Here's the thing about potential new jobs: Potential pay cuts.

I was under the impression that the pay rate was the same, for multiple reasons. Turns out there's a big "NO" on that front. I would drop down 75cents from what I'm currently making OR, providing I finish the training that would see me promoted to a full-blown 'Supervisor', it would be a $1.25 loss in pay.

That would probably be a bad move, wouldn't it, given the crapshoot my finances are stuck in at the moment?

Here's the weighing in, as well. Would I be any happier in a similar job, for less money? Would I really learn or accomplish anything more? Should I sacrifice the flexibility and seniority I currently have, when I know it's something to rely on, when I have medical and dental benefits, and when I might be going to school in January?

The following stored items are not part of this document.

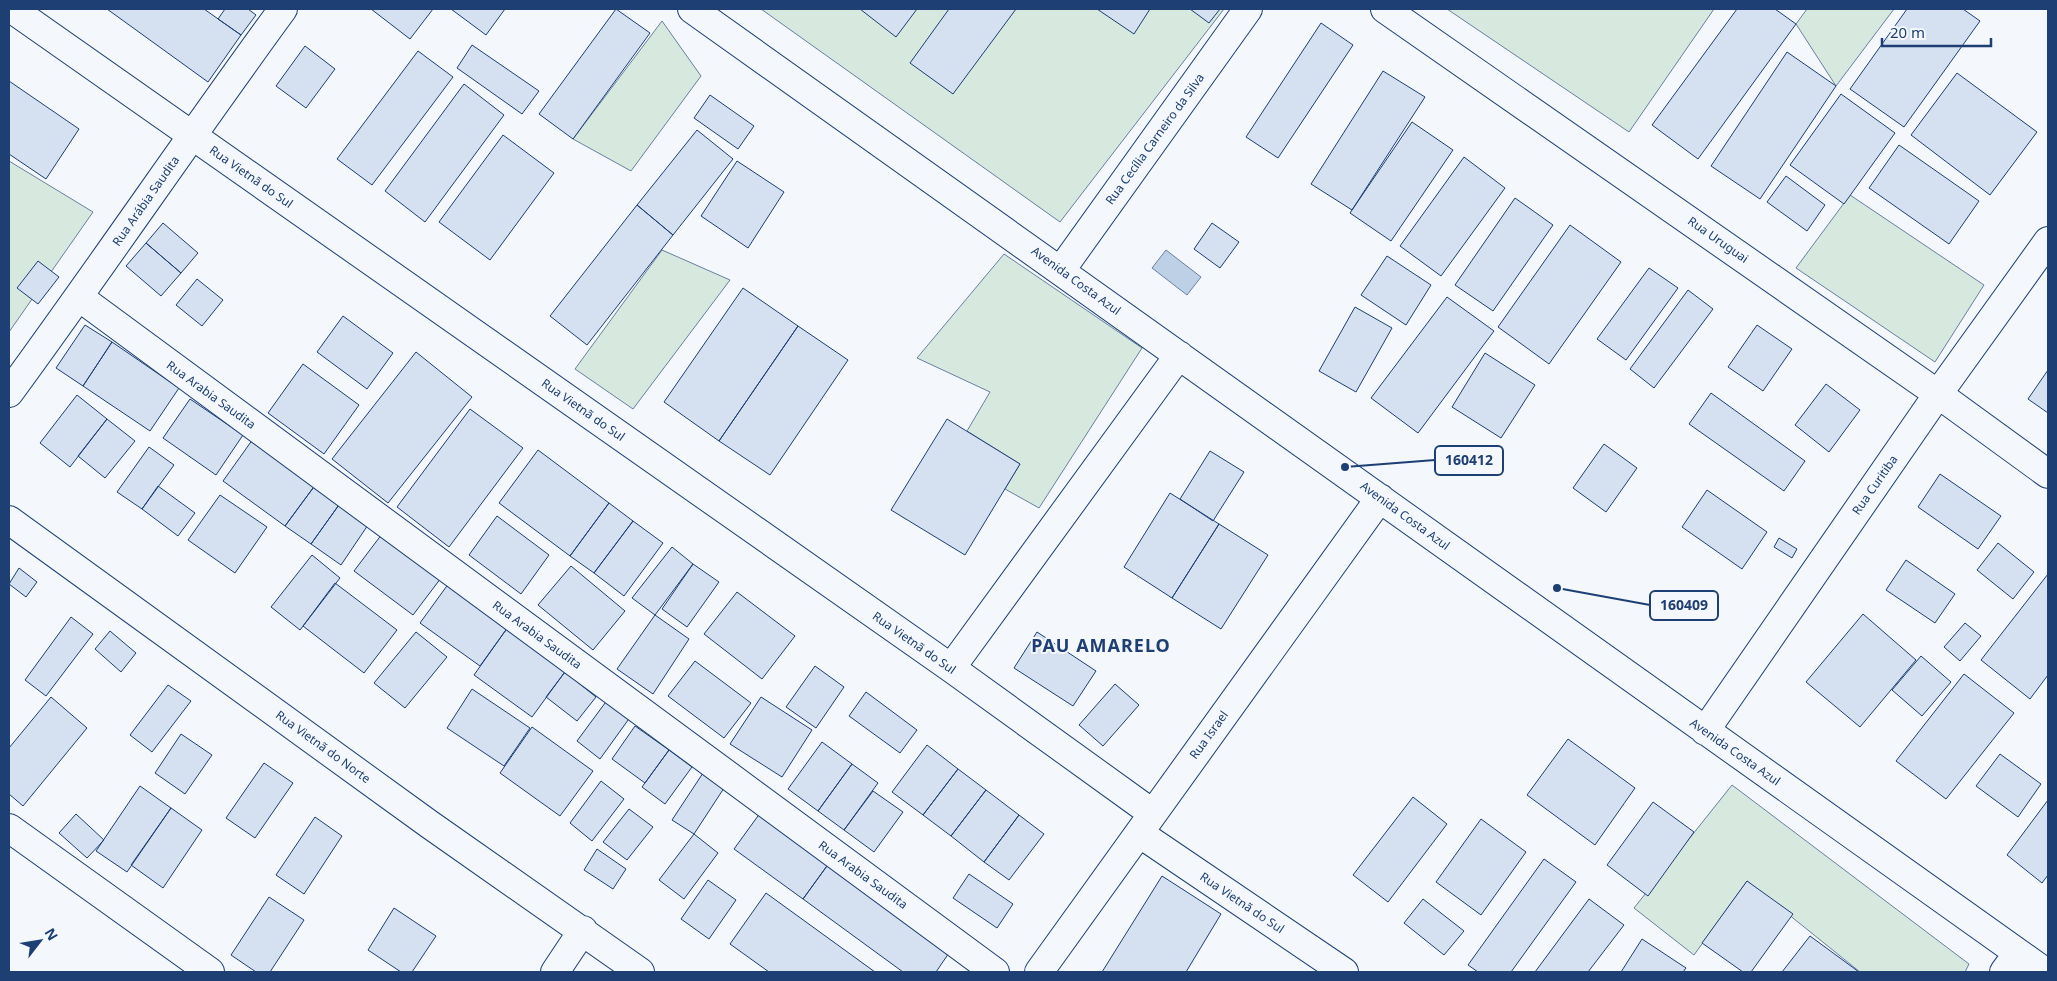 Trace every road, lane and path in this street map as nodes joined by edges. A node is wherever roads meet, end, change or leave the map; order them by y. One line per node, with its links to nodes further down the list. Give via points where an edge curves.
1 (12, 9): 6 (street, Rua Vietnã do Sul)
2 (283, 9): 6 (street, Rua Arábia Saudita)
3 (692, 9): 8 (street, Avenida Costa Azul)
4 (1248, 9): 8 (street, Rua Cecília Carneiro da Silva)
5 (1385, 9): 12 (street, Rua Uruguai)
6 (191, 135): 9 (street, Rua Arábia Saudita); 16 (street, Rua Vietnã do Sul)
7 (2048, 241): 12 (street, Rua Curitiba)
8 (1061, 270): 10 (street, Avenida Costa Azul)
9 (79, 297): 11 (street, Rua Arábia Saudita); 25 (street, Rua Arabia Saudita)
10 (1179, 356): 14 (street, Avenida Costa Azul); 16 (street)
11 (9, 393)
12 (1938, 394): 13 (street, Rua Uruguai); 17 (street, Rua Curitiba)
13 (2048, 474)
14 (1380, 498): 17 (street, Avenida Costa Azul); 18 (street, Rua Israel)
15 (9, 520): 20 (street, Rua Vietnã do Norte, via 429,824)
16 (951, 668): 18 (street, Rua Vietnã do Sul)
17 (1705, 731): 21 (street, Avenida Costa Azul)
18 (1146, 823): 26 (street, Rua Israel); 27 (street, Rua Vietnã do Sul)
19 (9, 828): 22 (street)
20 (583, 930): 23 (street); 24 (street, Rua Vietnã do Norte)
21 (2011, 962): 28 (street, Avenida Costa Azul)
22 (210, 972)
23 (555, 972)
24 (640, 972)
25 (995, 972)
26 (1039, 972)
27 (1344, 972)
28 (2045, 972)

And I don't hate Tim Horton's. (Hate is a pretty strong word, anyway.) I mean, well, I do get very frustrated with it, but I don't hate it. Usually it's during the antagonizing periods, when something happens that throws my schedule out of wack or something equally annoying... that's when I want to throw in the towel and quit. It's like... when the evening shifts get frustratingly monotonous. It's when I live in Black Mountain and have to leave my house THREE HOURS before my shift starts in order to get to work on time, because the buses are RIDICULOUSLY infrequent.

That last problem should be rectified on November 1st, at least, when Robyn and I are living in town. Other things, well... they're in and out. And I'm almost always bouncing back and forth between whether I'm willing to stay or whether I'm desperate to get out.

I haven't been made a job offer at the other place, regardless. But if they do call, I think I may have to turn it down. My rent will be going up. I may be going back to school. I can't afford to take a slice to my paycheck. Especially not when they only do pay raises every six months, based on performance. In the last nine months I've gone from $9 to $11, and by the time I hit one year there, I'll be at $12. It's just... stability versus something new? I don't know.